▶
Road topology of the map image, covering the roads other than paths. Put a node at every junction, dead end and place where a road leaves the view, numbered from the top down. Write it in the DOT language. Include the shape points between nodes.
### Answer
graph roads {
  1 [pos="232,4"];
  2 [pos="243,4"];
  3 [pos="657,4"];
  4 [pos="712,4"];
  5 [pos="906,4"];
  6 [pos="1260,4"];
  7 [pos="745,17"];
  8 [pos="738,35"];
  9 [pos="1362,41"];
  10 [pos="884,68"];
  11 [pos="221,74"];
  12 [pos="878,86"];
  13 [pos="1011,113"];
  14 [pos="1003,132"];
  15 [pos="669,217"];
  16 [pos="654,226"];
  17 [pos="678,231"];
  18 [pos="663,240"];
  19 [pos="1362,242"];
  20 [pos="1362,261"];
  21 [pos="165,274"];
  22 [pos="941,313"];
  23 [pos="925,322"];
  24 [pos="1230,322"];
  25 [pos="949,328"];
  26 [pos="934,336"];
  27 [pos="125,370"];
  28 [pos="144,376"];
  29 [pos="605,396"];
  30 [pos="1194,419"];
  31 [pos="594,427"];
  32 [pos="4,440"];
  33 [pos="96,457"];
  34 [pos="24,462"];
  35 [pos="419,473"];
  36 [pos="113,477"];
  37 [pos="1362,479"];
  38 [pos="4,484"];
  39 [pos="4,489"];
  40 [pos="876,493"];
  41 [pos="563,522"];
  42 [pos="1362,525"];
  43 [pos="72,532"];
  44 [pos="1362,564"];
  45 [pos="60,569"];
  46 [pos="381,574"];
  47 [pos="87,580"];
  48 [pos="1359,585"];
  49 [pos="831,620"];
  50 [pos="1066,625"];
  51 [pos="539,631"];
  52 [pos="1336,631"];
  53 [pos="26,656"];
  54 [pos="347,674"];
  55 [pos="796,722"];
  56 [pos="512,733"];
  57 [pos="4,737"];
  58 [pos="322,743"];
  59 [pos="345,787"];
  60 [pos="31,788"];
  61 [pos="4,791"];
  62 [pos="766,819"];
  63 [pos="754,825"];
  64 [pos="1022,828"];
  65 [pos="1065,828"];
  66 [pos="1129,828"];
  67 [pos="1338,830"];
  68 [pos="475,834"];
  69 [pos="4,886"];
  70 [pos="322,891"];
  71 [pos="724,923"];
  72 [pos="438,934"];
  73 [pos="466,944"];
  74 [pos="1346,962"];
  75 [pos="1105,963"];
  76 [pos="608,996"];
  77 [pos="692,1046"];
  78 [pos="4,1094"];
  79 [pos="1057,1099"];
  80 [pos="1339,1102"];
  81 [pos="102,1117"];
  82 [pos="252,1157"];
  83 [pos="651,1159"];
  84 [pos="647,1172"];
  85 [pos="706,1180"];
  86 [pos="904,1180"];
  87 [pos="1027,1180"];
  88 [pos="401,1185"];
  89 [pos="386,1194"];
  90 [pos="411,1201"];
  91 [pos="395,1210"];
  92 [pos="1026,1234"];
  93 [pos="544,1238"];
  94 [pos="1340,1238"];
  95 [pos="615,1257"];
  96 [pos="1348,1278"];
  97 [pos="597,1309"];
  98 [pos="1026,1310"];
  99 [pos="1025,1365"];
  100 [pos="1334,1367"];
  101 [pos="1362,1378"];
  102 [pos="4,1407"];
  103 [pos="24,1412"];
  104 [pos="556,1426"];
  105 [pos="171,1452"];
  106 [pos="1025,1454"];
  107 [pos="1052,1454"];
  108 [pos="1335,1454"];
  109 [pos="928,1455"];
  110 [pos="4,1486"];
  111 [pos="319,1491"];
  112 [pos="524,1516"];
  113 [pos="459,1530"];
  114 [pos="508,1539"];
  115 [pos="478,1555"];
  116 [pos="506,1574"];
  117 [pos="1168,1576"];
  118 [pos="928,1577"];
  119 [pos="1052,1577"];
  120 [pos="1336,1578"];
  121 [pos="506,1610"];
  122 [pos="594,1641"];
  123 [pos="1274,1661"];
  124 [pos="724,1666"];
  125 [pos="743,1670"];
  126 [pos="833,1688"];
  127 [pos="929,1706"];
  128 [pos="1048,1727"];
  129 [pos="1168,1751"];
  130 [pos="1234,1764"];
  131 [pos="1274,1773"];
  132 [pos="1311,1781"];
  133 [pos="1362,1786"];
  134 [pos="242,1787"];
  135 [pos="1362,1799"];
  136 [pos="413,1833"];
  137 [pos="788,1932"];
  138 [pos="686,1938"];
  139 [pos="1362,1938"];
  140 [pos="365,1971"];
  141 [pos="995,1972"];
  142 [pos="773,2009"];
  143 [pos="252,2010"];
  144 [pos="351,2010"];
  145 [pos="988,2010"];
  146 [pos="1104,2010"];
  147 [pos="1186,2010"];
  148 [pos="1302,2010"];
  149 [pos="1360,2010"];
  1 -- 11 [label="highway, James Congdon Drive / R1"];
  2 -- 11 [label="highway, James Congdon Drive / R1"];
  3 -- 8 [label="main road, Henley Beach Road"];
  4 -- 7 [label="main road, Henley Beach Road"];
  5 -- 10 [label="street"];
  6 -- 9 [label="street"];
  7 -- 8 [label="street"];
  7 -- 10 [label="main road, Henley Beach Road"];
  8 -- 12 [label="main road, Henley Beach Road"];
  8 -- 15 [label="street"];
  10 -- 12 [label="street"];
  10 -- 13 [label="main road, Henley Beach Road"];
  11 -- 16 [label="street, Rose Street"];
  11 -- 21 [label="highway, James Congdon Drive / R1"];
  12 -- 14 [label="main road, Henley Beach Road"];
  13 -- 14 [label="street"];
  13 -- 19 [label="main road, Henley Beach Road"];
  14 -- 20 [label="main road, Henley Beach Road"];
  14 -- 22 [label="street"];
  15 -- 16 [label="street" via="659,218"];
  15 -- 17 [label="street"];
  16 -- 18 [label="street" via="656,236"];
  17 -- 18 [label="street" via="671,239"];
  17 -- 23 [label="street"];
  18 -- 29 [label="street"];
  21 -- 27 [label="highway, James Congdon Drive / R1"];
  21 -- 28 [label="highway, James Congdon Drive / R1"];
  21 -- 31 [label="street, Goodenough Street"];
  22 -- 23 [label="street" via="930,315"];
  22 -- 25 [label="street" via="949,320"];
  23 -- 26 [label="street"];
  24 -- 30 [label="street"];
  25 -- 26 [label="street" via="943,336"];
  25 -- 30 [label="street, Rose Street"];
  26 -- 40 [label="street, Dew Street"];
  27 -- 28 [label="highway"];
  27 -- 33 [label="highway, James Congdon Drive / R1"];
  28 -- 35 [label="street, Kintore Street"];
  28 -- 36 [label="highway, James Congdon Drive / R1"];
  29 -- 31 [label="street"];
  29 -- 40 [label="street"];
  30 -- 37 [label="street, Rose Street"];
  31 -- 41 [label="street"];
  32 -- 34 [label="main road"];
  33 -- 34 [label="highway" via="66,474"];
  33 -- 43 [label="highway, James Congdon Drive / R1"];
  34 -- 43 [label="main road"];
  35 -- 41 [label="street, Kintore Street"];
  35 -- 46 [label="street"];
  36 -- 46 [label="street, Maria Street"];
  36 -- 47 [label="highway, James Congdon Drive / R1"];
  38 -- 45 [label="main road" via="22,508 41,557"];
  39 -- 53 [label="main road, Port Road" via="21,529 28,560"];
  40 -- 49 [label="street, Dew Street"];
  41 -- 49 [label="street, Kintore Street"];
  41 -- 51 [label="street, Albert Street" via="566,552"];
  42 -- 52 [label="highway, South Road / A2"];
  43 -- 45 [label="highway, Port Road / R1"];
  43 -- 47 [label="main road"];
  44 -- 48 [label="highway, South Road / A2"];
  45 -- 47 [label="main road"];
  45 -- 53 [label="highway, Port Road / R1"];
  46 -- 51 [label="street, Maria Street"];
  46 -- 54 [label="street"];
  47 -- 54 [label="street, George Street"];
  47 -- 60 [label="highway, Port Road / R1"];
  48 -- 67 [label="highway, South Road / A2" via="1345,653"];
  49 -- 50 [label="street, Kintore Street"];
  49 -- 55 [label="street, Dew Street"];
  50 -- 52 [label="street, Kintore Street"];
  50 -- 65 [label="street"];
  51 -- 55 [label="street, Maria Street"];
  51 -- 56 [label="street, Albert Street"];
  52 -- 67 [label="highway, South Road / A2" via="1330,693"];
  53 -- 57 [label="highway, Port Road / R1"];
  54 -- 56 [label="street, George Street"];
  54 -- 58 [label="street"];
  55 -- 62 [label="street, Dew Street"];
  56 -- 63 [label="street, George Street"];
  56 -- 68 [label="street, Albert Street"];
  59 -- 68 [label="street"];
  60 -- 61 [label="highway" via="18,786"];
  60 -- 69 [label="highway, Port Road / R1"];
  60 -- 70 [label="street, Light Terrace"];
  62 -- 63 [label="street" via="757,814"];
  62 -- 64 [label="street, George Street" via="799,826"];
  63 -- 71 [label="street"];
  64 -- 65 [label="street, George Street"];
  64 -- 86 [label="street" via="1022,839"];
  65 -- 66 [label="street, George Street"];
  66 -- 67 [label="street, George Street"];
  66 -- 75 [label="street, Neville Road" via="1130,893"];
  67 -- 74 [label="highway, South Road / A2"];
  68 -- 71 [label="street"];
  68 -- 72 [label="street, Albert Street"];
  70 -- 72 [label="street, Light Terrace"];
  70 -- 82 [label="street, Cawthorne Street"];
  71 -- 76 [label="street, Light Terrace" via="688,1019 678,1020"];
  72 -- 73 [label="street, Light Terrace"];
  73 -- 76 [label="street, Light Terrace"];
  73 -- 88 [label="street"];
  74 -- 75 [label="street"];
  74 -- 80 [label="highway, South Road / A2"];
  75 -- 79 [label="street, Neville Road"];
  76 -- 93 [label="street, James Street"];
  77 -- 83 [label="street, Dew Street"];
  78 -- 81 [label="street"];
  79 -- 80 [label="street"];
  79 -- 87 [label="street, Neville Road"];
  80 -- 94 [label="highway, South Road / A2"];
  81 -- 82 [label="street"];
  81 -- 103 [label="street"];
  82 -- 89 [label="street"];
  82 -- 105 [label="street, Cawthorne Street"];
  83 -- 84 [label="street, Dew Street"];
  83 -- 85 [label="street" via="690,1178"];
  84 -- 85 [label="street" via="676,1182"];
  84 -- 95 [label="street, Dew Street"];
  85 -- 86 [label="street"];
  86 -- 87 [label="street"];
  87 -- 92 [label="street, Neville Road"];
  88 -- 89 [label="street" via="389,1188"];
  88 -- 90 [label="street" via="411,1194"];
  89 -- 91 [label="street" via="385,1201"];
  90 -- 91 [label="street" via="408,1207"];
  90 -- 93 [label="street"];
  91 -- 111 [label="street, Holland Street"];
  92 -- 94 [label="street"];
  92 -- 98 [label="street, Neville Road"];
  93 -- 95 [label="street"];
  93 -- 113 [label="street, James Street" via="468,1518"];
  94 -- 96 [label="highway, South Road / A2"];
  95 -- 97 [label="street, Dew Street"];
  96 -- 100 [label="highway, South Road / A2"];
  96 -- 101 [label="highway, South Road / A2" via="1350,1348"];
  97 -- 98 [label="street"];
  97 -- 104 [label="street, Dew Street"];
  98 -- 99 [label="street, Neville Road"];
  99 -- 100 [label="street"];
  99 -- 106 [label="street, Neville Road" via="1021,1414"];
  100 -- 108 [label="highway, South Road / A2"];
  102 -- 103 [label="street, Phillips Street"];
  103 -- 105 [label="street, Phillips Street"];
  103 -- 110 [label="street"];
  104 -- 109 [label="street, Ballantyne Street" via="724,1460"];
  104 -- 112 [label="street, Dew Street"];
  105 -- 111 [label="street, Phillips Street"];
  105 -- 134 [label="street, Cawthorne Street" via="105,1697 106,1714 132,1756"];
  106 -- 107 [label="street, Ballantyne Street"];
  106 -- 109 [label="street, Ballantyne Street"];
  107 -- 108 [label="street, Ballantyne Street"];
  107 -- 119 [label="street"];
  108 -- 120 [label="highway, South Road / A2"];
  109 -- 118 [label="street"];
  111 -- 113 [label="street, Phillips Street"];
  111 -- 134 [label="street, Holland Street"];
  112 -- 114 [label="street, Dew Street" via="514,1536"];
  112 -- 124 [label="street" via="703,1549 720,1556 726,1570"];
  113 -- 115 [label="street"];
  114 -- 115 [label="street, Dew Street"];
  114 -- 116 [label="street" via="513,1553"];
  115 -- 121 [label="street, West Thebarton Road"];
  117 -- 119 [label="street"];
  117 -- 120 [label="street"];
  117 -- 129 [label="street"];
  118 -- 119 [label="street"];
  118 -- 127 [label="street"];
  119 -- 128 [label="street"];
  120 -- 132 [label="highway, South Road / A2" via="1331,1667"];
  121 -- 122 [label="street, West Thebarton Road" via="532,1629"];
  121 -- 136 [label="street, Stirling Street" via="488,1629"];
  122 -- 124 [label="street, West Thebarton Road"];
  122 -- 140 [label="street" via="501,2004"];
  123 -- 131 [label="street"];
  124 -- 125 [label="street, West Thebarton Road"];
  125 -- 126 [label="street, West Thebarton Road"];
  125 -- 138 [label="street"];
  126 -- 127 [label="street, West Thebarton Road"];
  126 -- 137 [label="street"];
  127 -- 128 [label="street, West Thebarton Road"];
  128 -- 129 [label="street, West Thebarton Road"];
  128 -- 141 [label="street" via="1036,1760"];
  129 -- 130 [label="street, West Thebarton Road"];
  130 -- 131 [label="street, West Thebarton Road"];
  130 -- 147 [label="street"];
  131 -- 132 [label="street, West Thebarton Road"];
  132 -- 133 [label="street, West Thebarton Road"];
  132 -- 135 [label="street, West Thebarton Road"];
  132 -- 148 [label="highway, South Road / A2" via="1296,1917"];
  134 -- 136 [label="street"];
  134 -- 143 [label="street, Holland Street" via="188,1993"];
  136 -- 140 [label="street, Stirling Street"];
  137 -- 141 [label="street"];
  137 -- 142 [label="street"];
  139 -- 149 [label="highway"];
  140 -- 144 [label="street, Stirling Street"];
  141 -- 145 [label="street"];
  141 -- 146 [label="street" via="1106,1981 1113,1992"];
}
◀
Task goal >> A line belongs in the answer if it contains the word "Rose"; copy every such line from the data above.

Output of the exercise >>
  11 -- 16 [label="street, Rose Street"];
  25 -- 30 [label="street, Rose Street"];
  30 -- 37 [label="street, Rose Street"];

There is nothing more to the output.